Перед иллюминированно взыгрывающей кассой стоял, поматывался, вспоминал Невесту Галю. Или Маню, к примеру… Дружина затаивала дух, не знала что делать: вести ли его куда, оставить ли здесь, чтоб мотался? Не обращая ни на кого внимания, дядька начал запускать в карман брюк руку почти по плечо. Видимо, искал деньги. На него смотрела из кассы старинная, вся в золоте сова. Кинул ей мелочи, чтоб не смотрела. С длинным билетом, толкнув Александра Новосёлова (дружинника), двинулся к турникету. И билетерши, от изумления, его пропустили.
А дядька – руки в бока – уже стоял перед танцующими.
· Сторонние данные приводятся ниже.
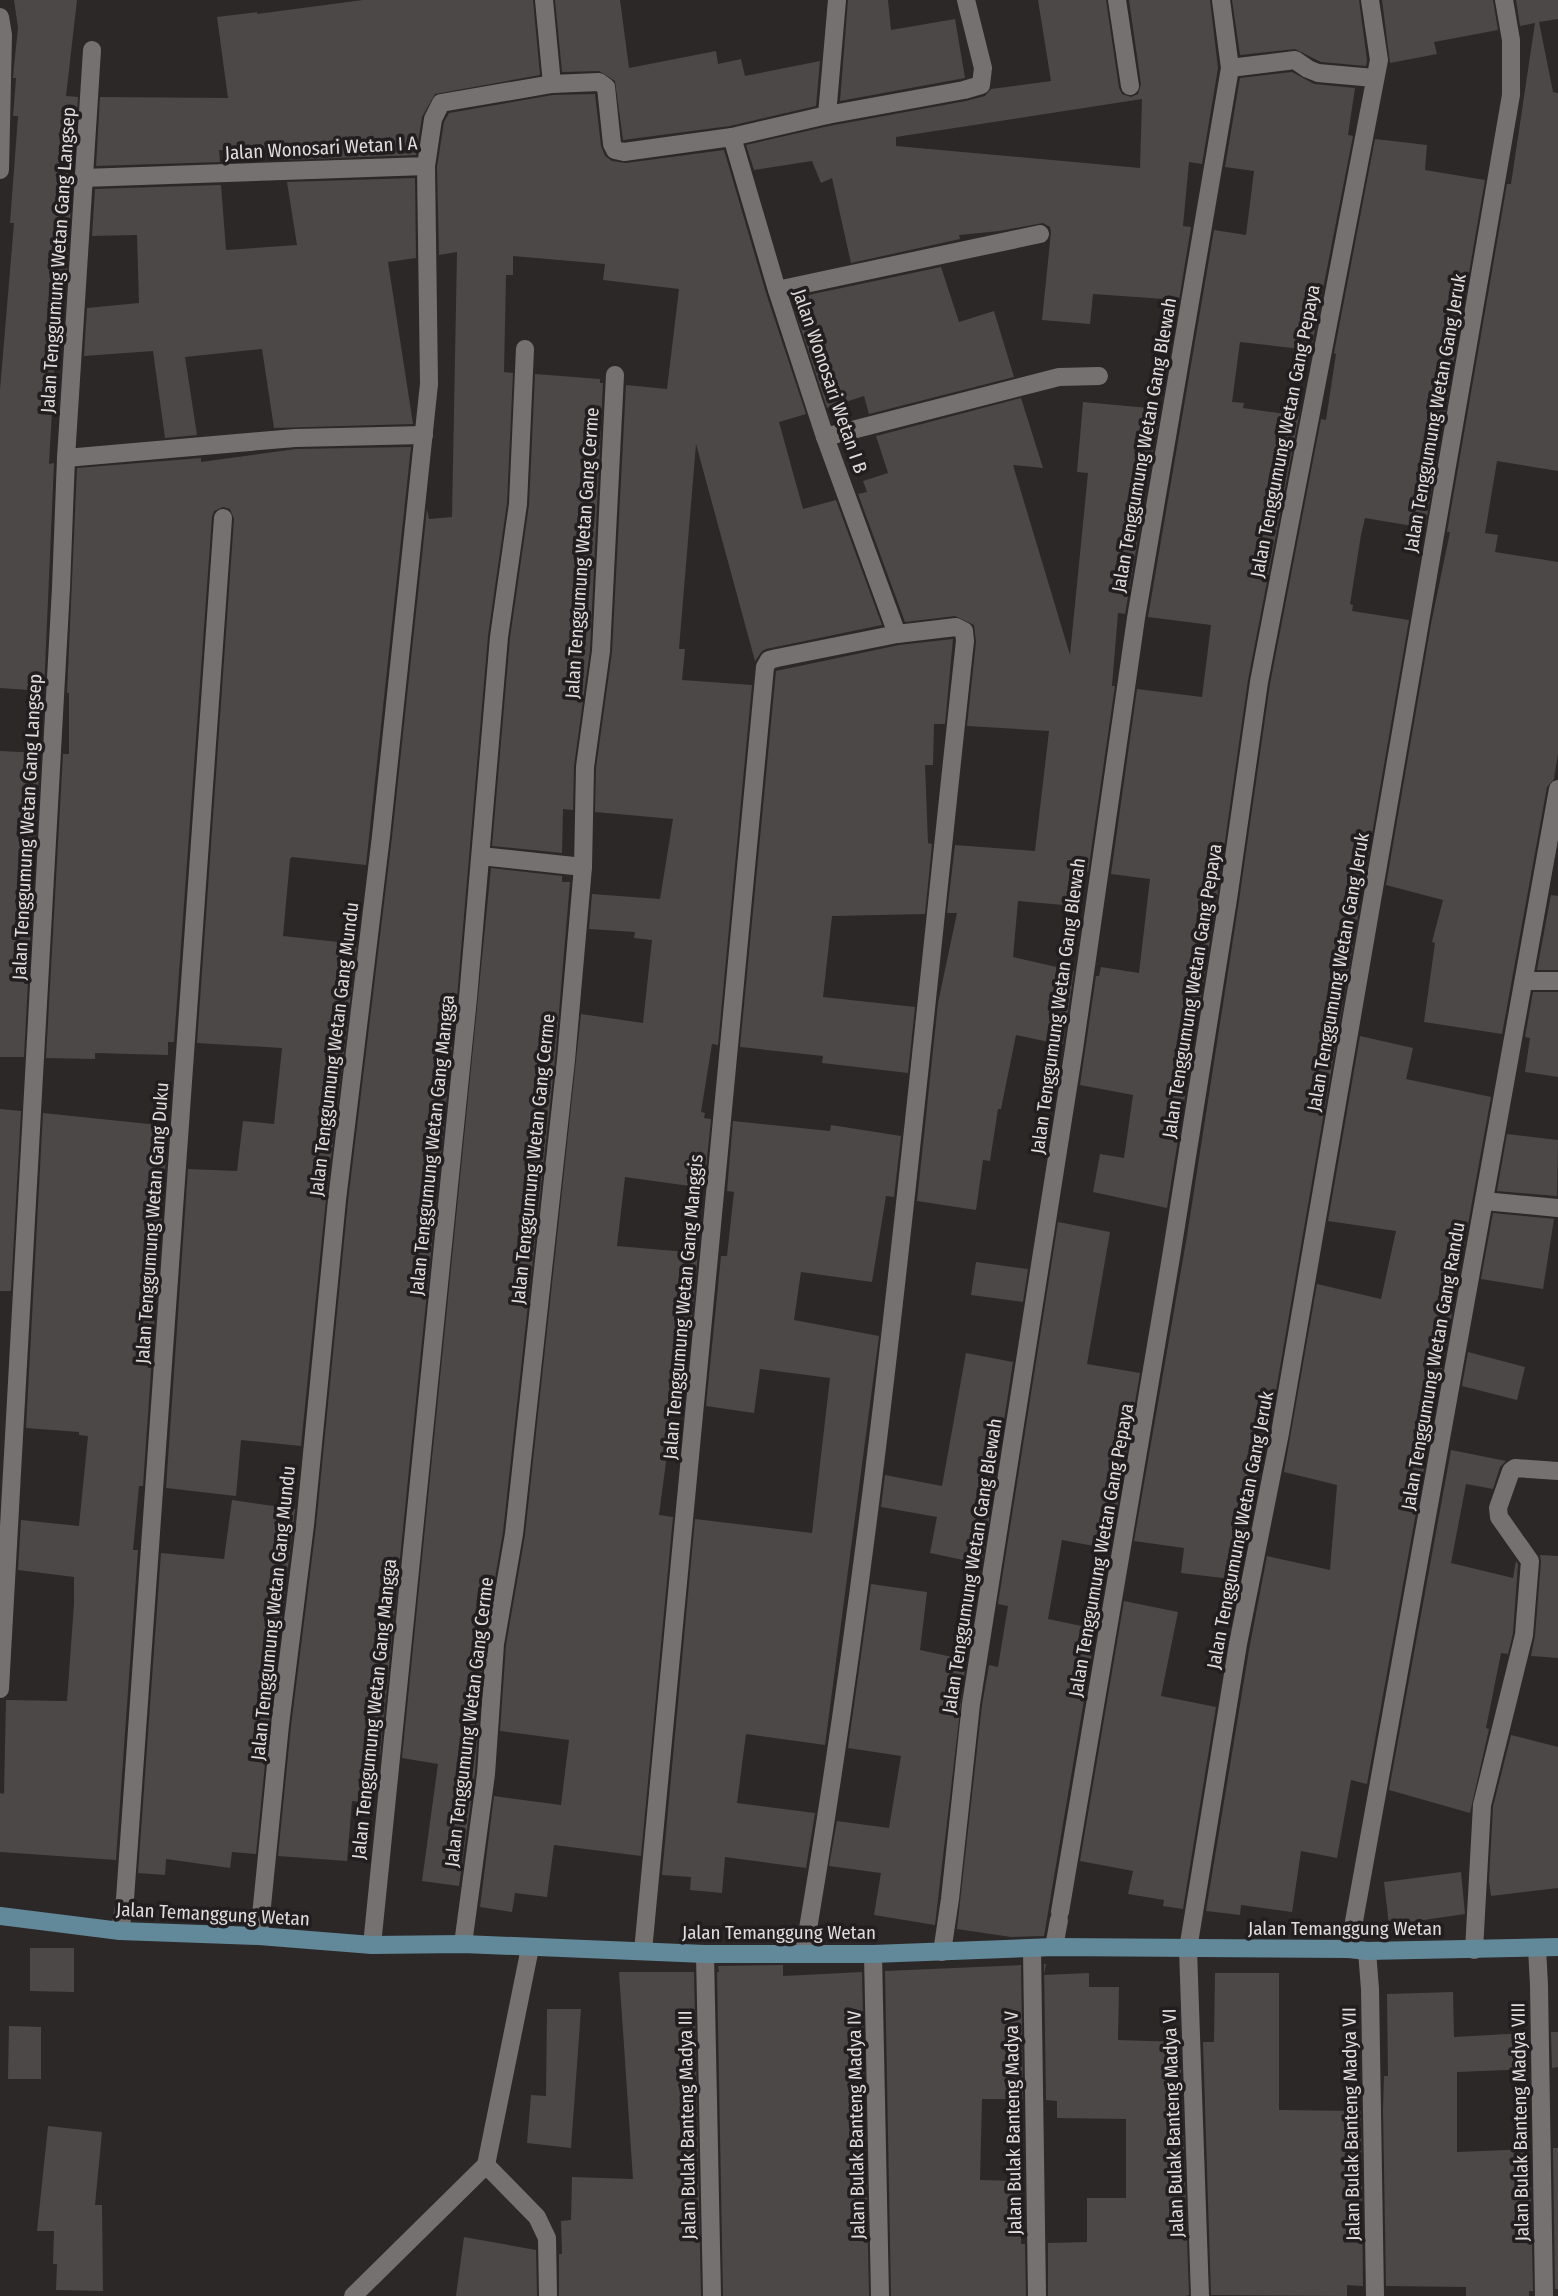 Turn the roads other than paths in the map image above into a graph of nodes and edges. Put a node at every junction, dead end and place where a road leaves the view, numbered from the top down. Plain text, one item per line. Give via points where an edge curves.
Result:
1 (544, 0) edge
2 (837, 0) edge
3 (965, 0) edge
4 (1117, 0) edge
5 (1222, 0) edge
6 (1370, 0) edge
7 (1504, 0) edge
8 (0, 17) edge
9 (92, 50) dead end
10 (1230, 68) junction
11 (1374, 78) junction
12 (552, 84) junction
13 (1130, 86) dead end
14 (827, 115) junction
15 (732, 137) junction
16 (426, 166) junction
17 (0, 170) edge
18 (83, 178) junction
19 (1040, 234) dead end
20 (777, 290) junction
21 (525, 349) dead end
22 (615, 375) dead end
23 (1099, 376) dead end
24 (424, 435) junction
25 (825, 437) junction
26 (66, 457) junction
27 (223, 518) dead end
28 (897, 634) junction
29 (1558, 789) edge
30 (481, 856) junction
31 (583, 867) junction
32 (1524, 981) junction
33 (1558, 981) edge
34 (1485, 1201) junction
35 (1558, 1208) edge
36 (1558, 1471) edge
37 (0, 1689) edge
38 (0, 1916) edge
39 (260, 1923) junction
40 (121, 1925) junction
41 (465, 1933) junction
42 (807, 1937) junction
43 (1191, 1937) junction
44 (1474, 1941) junction
45 (1054, 1943) junction
46 (1350, 1943) junction
47 (372, 1945) junction
48 (643, 1946) junction
49 (1558, 1947) edge
50 (530, 1948) junction
51 (1537, 1948) junction
52 (1032, 1949) junction
53 (1367, 1951) junction
54 (942, 1952) junction
55 (705, 1954) junction
56 (873, 1954) junction
57 (486, 2165) junction
58 (353, 2296) edge
59 (548, 2296) edge
60 (712, 2296) edge
61 (880, 2296) edge
62 (1037, 2296) edge
63 (1200, 2296) edge
64 (1375, 2296) edge
65 (1544, 2296) edge

1 - 12 street
2 - 14 street
3 - 14 street via 983,68 981,85
4 - 13 street
5 - 10 street, Jalan Tenggumung Wetan Gang Blewah
6 - 11 street, Jalan Tenggumung Wetan Gang Pepaya via 1379,60
7 - 43 street, Jalan Tenggumung Wetan Gang Jeruk via 1511,40 1511,95 1280,1433 1238,1644
8 - 17 street
9 - 18 street, Jalan Tenggumung Wetan Gang Langsep
10 - 11 street via 1295,60 1318,73
10 - 54 street, Jalan Tenggumung Wetan Gang Blewah via 1136,618 971,1704
11 - 45 street, Jalan Tenggumung Wetan Gang Pepaya via 1259,681 1167,1283
12 - 15 street via 598,82 606,87 615,150
12 - 16 street, Jalan Wonosari Wetan I A via 441,103 433,119
14 - 15 street
15 - 20 street, Jalan Wonosari Wetan I B
16 - 18 street, Jalan Wonosari Wetan I A
16 - 24 street, Jalan Tenggumung Wetan Gang Mundu via 429,383
18 - 26 street, Jalan Tenggumung Wetan Gang Langsep
19 - 20 street
20 - 25 street, Jalan Wonosari Wetan I B
21 - 30 street, Jalan Tenggumung Wetan Gang Mangga via 518,504 499,637
22 - 31 street, Jalan Tenggumung Wetan Gang Cerme via 601,651 585,767
23 - 25 street via 1059,377
24 - 26 street via 295,439
24 - 39 street, Jalan Tenggumung Wetan Gang Mundu
25 - 28 street, Jalan Wonosari Wetan I B
26 - 37 street, Jalan Tenggumung Wetan Gang Langsep
27 - 40 street, Jalan Tenggumung Wetan Gang Duku
28 - 42 street via 956,627 964,631 965,640 853,1648
28 - 48 street, Jalan Tenggumung Wetan Gang Manggis via 777,658 765,667
29 - 32 street, Jalan Tenggumung Wetan Gang Randu
30 - 31 street
30 - 47 street, Jalan Tenggumung Wetan Gang Mangga
31 - 41 street, Jalan Tenggumung Wetan Gang Cerme via 514,1534 495,1644 486,1774
32 - 33 street
32 - 34 street, Jalan Tenggumung Wetan Gang Randu
34 - 35 street
34 - 46 street, Jalan Tenggumung Wetan Gang Randu
36 - 44 street via 1515,1468 1498,1508 1499,1517 1530,1561 1524,1635 1482,1805
38 - 40 street, Jalan Temanggung Wetan
39 - 40 street, Jalan Temanggung Wetan
39 - 47 street, Jalan Temanggung Wetan
41 - 47 street, Jalan Temanggung Wetan
41 - 50 street, Jalan Temanggung Wetan
42 - 55 street, Jalan Temanggung Wetan
42 - 56 street, Jalan Temanggung Wetan
43 - 45 street, Jalan Temanggung Wetan
43 - 46 street, Jalan Temanggung Wetan
43 - 63 street, Jalan Bulak Banteng Madya VI
44 - 51 street, Jalan Temanggung Wetan
44 - 53 street, Jalan Temanggung Wetan
45 - 52 street, Jalan Temanggung Wetan
46 - 53 street, Jalan Temanggung Wetan
48 - 50 street, Jalan Temanggung Wetan
48 - 55 street, Jalan Temanggung Wetan
49 - 51 street, Jalan Temanggung Wetan
50 - 57 street
51 - 65 street, Jalan Bulak Banteng Madya VIII
52 - 54 street, Jalan Temanggung Wetan
52 - 62 street, Jalan Bulak Banteng Madya V
53 - 64 street, Jalan Bulak Banteng Madya VII
54 - 56 street, Jalan Temanggung Wetan
55 - 60 street, Jalan Bulak Banteng Madya III
56 - 61 street, Jalan Bulak Banteng Madya IV
57 - 58 street
57 - 59 street via 537,2217 547,2238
Как перед долбящимися деревьями. Затем сунулся в них, локотками поработал и был принят: боксиковая головенка с чубом замоталась вместе со всеми. С облегчением дружина снова пошла подальше куда. Слушать птиц или еще чего там. (Однако – дружина!)
Вышли на улицу. Из боковых дверей кинотеатра напротив начали вываливать наружу зрители. Вытирались платками. Почему-то все хмурые. Достал, видать, фильм до селезёнки. Пугая дома, о двух колесах промчался ревущий шлем. За ним вдогонку второй, такой же трескучий. Затем неслась домой с моржовыми стеклянными усами поливалка. И улица опустела. Потоптавшись, дружина вернулась в парк.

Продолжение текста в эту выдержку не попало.